Nous pensons généraliser le format de la bande-annonce souvent très percutant, y compris et surtout pour des annonceurs dont les messages ne s’y prêtent pas a priori. En fait, plus il y a un contraste entre un contenu et un format, par exemple un contenu sérieux et un format ludique et dynamique comme la bande-annonce, plus ce sera efficace - à condition bien sûr que le contenu soit bien transposé à l'esprit du format.

Il y a clairement une prime à l’annonceur qui se démarque, ce qui est loin d’être évident à réussir.

 

Les publicités vidéo doivent-elles être courtes ?

 

Je ne crois pas que ce n’est pas une question de durée en tant que telle. Les pubs se doivent d’être catchy.  Elles doivent monter d’un cran en matière de divertissement. C'est une vraie exigence.

 

Quelles sont les métriques ?

 

Les métriques suivies sont le nombre de vues, le taux de complétion, le partage, l’engagement. Les vidéos mettent nativement beaucoup d’information à disposition.

 

La conversation : pourquoi est-ce une tendance forte ?

 

Les marques media ou les annonceurs se doivent d’être  conversationnels et ce, de plus en plus. C’est le meilleur moyen pour elles de créer du lien avec le public et même une forme d’attachement.

Elles doivent adopter le contraire d’une posture froide et statique.

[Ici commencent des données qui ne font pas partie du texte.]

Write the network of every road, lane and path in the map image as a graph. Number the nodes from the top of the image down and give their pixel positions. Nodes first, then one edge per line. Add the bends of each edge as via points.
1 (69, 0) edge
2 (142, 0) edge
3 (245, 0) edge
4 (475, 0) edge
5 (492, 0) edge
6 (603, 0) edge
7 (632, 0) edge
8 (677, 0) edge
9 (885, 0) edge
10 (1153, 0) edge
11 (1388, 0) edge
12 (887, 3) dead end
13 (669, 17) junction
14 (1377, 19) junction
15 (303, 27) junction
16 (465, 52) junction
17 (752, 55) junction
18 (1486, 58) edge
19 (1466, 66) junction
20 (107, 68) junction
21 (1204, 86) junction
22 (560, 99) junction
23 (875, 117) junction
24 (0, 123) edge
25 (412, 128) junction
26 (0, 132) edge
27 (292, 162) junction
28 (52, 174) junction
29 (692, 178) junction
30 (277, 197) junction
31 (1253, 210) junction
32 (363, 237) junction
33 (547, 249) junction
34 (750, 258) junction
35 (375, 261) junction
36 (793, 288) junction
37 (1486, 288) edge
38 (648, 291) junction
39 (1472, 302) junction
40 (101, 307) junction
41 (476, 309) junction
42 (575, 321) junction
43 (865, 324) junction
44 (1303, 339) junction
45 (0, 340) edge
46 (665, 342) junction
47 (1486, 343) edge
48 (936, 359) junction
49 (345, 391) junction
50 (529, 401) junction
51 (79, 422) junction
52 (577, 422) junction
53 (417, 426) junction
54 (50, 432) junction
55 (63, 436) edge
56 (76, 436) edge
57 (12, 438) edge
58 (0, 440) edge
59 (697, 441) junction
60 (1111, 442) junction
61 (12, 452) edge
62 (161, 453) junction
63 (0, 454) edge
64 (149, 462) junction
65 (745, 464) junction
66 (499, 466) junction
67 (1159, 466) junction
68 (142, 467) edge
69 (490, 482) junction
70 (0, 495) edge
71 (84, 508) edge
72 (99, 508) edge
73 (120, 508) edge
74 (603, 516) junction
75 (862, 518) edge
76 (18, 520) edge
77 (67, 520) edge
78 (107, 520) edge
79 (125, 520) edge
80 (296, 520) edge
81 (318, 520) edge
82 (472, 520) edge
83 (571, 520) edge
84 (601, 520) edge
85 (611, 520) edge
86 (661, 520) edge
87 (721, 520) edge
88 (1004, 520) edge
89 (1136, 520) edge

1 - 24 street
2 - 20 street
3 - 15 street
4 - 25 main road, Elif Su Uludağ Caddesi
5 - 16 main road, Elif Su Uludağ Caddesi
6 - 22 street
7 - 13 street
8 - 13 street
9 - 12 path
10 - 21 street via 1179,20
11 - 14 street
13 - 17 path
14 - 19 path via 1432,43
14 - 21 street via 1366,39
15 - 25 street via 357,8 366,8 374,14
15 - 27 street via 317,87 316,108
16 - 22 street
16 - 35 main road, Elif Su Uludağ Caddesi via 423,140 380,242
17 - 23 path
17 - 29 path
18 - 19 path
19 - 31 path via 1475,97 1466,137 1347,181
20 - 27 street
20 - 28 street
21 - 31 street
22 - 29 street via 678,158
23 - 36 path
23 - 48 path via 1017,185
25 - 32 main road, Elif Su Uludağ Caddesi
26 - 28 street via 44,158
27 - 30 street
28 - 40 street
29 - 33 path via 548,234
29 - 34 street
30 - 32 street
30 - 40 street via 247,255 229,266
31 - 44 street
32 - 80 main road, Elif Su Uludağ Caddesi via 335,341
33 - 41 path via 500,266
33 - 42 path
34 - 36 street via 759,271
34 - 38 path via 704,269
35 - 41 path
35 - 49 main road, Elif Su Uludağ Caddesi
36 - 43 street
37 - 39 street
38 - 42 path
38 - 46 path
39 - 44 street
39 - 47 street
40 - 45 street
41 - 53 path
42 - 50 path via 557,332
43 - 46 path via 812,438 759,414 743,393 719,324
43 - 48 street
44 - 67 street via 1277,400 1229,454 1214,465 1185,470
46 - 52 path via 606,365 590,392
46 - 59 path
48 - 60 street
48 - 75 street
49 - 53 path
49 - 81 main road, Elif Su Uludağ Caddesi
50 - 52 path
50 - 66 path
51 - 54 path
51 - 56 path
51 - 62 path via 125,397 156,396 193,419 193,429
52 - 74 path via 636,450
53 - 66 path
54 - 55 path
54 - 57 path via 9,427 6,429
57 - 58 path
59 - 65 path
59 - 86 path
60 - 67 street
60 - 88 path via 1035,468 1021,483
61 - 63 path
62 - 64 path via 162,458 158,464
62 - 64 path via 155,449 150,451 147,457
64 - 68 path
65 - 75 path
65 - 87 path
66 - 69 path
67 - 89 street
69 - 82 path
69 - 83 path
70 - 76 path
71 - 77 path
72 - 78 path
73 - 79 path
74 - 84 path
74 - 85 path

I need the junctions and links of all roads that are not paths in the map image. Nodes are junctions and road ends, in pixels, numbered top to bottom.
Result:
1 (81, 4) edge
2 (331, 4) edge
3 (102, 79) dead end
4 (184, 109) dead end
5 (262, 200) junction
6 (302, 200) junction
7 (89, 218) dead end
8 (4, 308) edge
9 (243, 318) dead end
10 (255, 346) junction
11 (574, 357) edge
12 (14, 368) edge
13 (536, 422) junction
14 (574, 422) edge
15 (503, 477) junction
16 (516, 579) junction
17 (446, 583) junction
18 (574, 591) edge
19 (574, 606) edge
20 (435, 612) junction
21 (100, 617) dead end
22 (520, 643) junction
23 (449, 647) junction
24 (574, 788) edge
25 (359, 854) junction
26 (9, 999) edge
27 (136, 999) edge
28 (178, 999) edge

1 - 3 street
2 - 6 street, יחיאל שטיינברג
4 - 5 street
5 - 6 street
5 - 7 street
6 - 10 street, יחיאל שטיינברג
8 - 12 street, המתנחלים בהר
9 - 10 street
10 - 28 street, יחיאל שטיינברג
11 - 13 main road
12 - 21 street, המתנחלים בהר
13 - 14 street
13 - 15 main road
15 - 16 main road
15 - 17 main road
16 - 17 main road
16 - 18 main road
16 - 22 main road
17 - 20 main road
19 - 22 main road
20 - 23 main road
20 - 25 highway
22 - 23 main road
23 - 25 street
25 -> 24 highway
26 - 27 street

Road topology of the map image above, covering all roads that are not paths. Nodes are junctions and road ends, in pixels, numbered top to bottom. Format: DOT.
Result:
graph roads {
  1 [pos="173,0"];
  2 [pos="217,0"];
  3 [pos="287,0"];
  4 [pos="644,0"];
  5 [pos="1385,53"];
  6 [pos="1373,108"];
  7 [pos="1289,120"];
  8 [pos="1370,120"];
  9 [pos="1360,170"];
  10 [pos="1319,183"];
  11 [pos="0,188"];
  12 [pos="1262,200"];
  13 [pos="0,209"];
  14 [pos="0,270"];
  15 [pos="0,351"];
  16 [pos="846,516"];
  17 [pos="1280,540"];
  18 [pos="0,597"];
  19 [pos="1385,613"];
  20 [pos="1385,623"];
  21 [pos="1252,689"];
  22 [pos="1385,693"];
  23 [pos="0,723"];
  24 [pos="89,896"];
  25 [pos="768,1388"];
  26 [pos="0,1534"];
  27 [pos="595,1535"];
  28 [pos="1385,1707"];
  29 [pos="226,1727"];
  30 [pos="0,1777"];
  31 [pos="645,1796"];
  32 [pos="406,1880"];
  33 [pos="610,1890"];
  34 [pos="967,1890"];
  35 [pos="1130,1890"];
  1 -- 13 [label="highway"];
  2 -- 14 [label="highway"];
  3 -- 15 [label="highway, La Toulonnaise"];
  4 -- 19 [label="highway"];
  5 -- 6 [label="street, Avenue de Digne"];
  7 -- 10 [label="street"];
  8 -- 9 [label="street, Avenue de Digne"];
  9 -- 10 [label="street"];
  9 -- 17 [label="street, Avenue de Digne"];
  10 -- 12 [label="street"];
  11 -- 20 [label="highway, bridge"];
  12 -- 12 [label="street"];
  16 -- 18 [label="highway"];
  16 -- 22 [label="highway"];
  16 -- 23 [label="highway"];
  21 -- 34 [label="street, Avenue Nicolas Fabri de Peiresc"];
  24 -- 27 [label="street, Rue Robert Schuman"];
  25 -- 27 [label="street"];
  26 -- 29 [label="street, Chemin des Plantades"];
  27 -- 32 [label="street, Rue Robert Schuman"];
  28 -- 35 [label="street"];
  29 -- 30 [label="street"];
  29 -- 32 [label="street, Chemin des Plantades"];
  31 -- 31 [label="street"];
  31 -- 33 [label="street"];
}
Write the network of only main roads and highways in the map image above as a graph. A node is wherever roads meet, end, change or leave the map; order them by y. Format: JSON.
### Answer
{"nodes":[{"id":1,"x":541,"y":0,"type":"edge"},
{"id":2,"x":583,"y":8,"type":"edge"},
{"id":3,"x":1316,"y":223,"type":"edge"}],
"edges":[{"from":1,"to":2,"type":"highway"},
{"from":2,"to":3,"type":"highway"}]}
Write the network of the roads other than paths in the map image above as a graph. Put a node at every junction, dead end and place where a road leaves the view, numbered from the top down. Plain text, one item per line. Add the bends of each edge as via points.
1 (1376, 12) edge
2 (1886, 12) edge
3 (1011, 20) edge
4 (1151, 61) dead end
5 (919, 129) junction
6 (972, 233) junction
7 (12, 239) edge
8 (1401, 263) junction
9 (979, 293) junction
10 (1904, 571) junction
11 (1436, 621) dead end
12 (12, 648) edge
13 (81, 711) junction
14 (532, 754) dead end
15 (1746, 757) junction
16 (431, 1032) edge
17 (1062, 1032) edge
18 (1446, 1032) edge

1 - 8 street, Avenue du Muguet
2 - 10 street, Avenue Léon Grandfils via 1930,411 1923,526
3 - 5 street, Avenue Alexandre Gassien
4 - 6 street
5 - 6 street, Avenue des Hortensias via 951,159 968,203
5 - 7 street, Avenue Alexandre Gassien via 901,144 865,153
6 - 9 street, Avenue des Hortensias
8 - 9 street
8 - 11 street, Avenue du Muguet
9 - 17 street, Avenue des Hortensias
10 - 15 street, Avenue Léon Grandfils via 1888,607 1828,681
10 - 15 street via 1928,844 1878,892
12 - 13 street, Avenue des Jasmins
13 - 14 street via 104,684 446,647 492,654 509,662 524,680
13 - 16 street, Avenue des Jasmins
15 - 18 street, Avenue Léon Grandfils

Elles n’ont pas le choix : les réseaux sociaux ont permis aux gens de prendre la parole.  Les marques doivent désormais être capables d’absorber cette réalité. Elles sont obligées de produire un certain type de contenu, de trouver une manière plus ouverte de s’adresser aux individus.

Tous ceux qui ont développé des bots  commencent à comprendre l’importance de la conversation. C’est une démarche où il faut être capable de répondre au public et qui montre une volonté d’écoute de la part de la marque.

La conversation se construit exactement comme un bot : il faut un document qui prévoit les questions et réponses, et développer de nouveaux contenus qui correspondent à de nouvelles questions que posent les utilisateurs. Le tout doit se dérouler dans une logique de simplicité, tant dans la forme que dans le message. Nous avons un format, La Sonde, où nous traitons de sujets d’actus. Sur un sujet traité, par exemple le service national, les utilisateurs peuvent donner les arguments pour et les arguments contre. Nous déroulons des contenus qui en tiennent compte, et qui tiennent compte  également des commentaires.

Les media comme les marques doivent proposer des contenus qui créent de la connivence.